EXERCISE MATERIAL
BEGIN
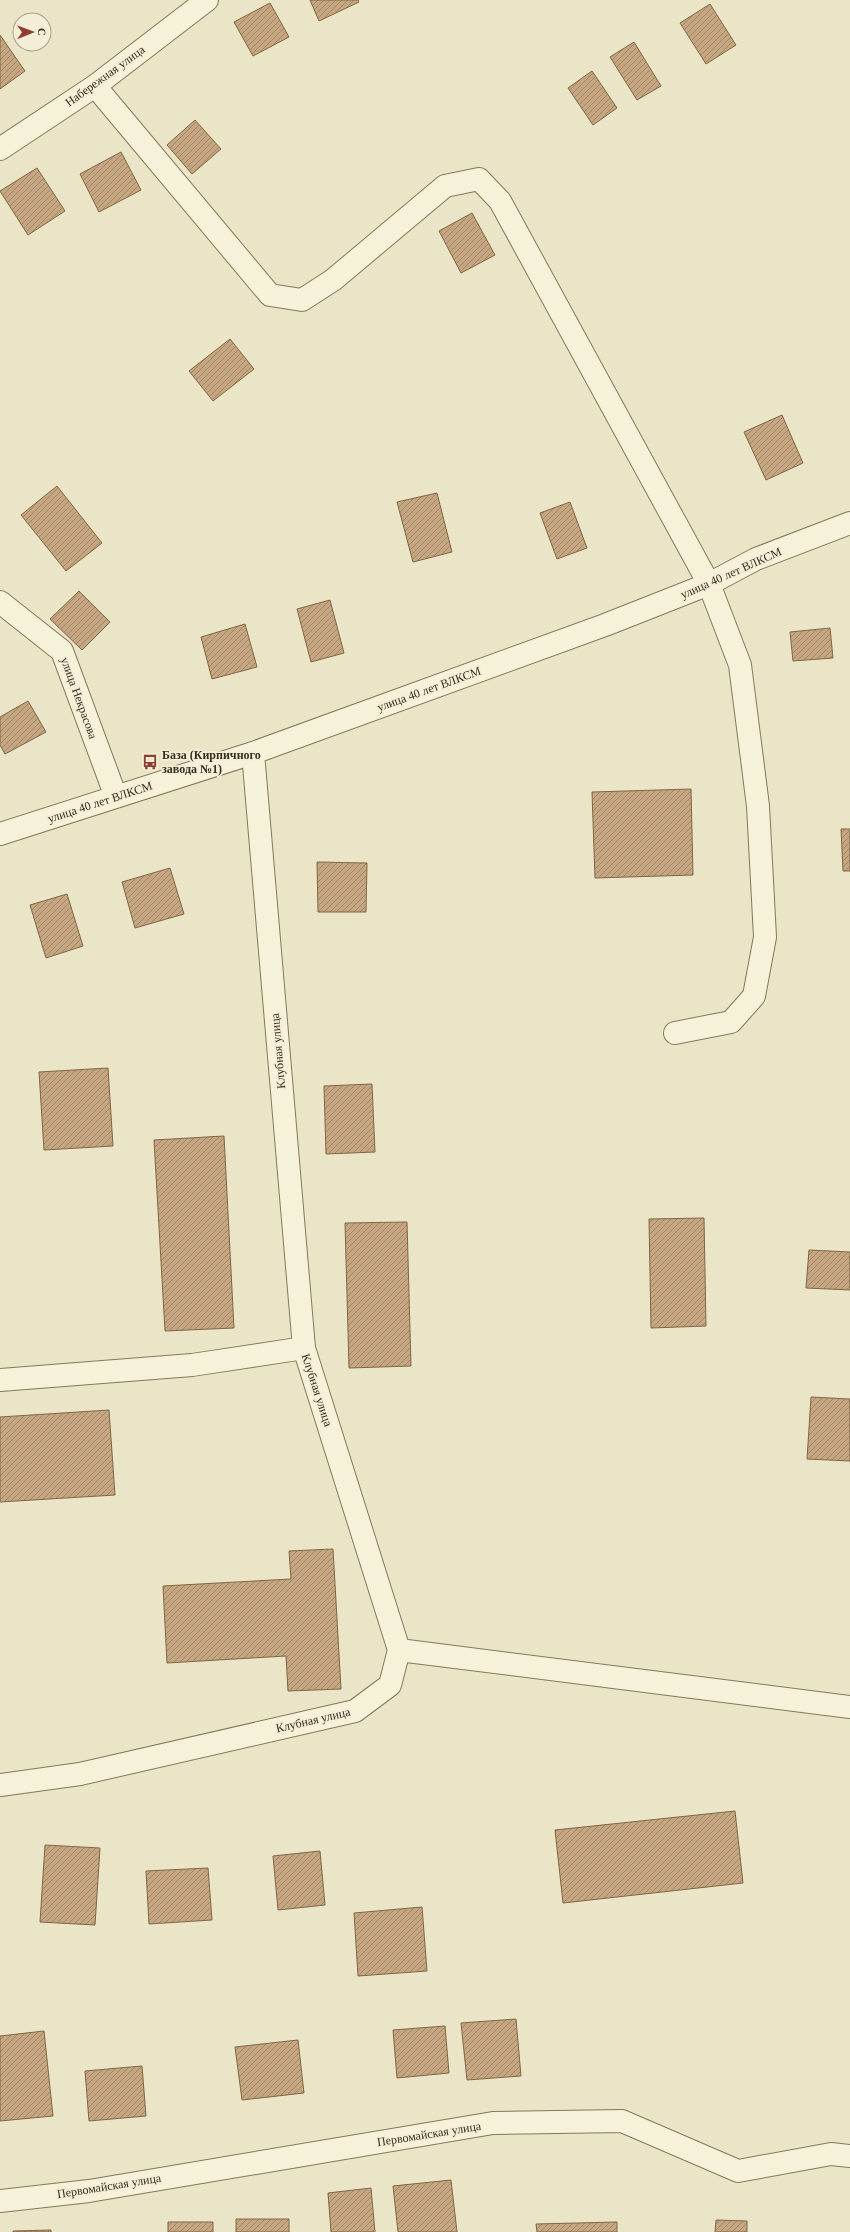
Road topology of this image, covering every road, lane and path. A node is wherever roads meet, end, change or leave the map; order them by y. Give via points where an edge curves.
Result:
1 (207, 0) edge
2 (95, 86) junction
3 (0, 149) edge
4 (850, 523) edge
5 (709, 584) junction
6 (0, 602) edge
7 (252, 753) junction
8 (116, 797) junction
9 (0, 834) edge
10 (675, 1033) dead end
11 (304, 1348) junction
12 (0, 1380) edge
13 (400, 1650) junction
14 (850, 1707) edge
15 (0, 1785) edge
16 (850, 2156) edge
17 (0, 2201) edge

1 - 2 street, Набережная улица
2 - 3 street, Набережная улица
2 - 5 street via 270,295 302,300 333,280 445,186 479,179 500,201
4 - 5 street, улица 40 лет ВЛКСМ via 756,559
5 - 7 street, улица 40 лет ВЛКСМ via 598,628
5 - 10 street via 740,665 758,806 766,937 754,996 731,1022
6 - 8 street, улица Некрасова via 62,651
7 - 8 street, улица 40 лет ВЛКСМ
7 - 11 street, Клубная улица
8 - 9 street, улица 40 лет ВЛКСМ
11 - 12 street, Клубная улица via 192,1366
11 - 13 street, Клубная улица
13 - 14 street
13 - 15 street, Клубная улица via 390,1685 355,1711 80,1774
16 - 17 street, Первомайская улица via 830,2154 738,2171 622,2121 493,2123 89,2191

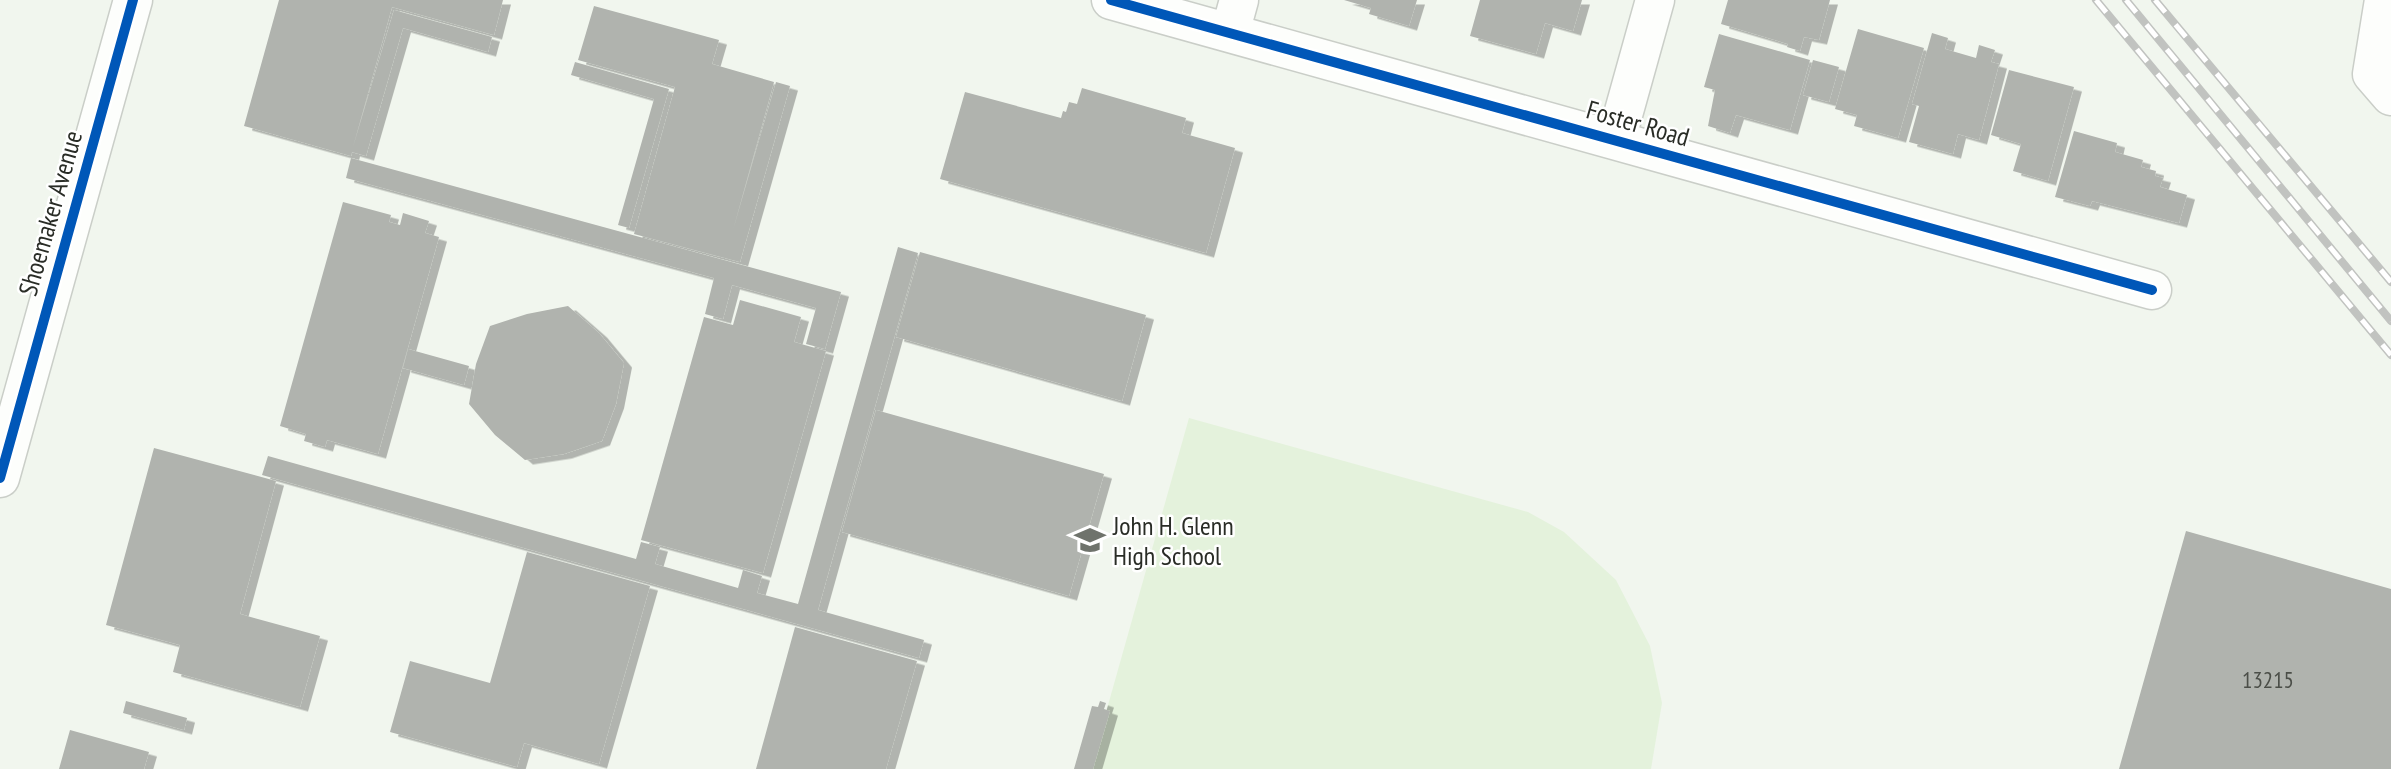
END
WHAT TO DO
Output each entry verbatim; none of the pictures should be included.

ANSWER BOX
Road topology of this image, covering every road, lane and path. A node is wherever roads meet, end, change or leave the map; order them by y. Give via points where an edge curves.
Result:
1 (207, 0) edge
2 (95, 86) junction
3 (0, 149) edge
4 (850, 523) edge
5 (709, 584) junction
6 (0, 602) edge
7 (252, 753) junction
8 (116, 797) junction
9 (0, 834) edge
10 (675, 1033) dead end
11 (304, 1348) junction
12 (0, 1380) edge
13 (400, 1650) junction
14 (850, 1707) edge
15 (0, 1785) edge
16 (850, 2156) edge
17 (0, 2201) edge

1 - 2 street, Набережная улица
2 - 3 street, Набережная улица
2 - 5 street via 270,295 302,300 333,280 445,186 479,179 500,201
4 - 5 street, улица 40 лет ВЛКСМ via 756,559
5 - 7 street, улица 40 лет ВЛКСМ via 598,628
5 - 10 street via 740,665 758,806 766,937 754,996 731,1022
6 - 8 street, улица Некрасова via 62,651
7 - 8 street, улица 40 лет ВЛКСМ
7 - 11 street, Клубная улица
8 - 9 street, улица 40 лет ВЛКСМ
11 - 12 street, Клубная улица via 192,1366
11 - 13 street, Клубная улица
13 - 14 street
13 - 15 street, Клубная улица via 390,1685 355,1711 80,1774
16 - 17 street, Первомайская улица via 830,2154 738,2171 622,2121 493,2123 89,2191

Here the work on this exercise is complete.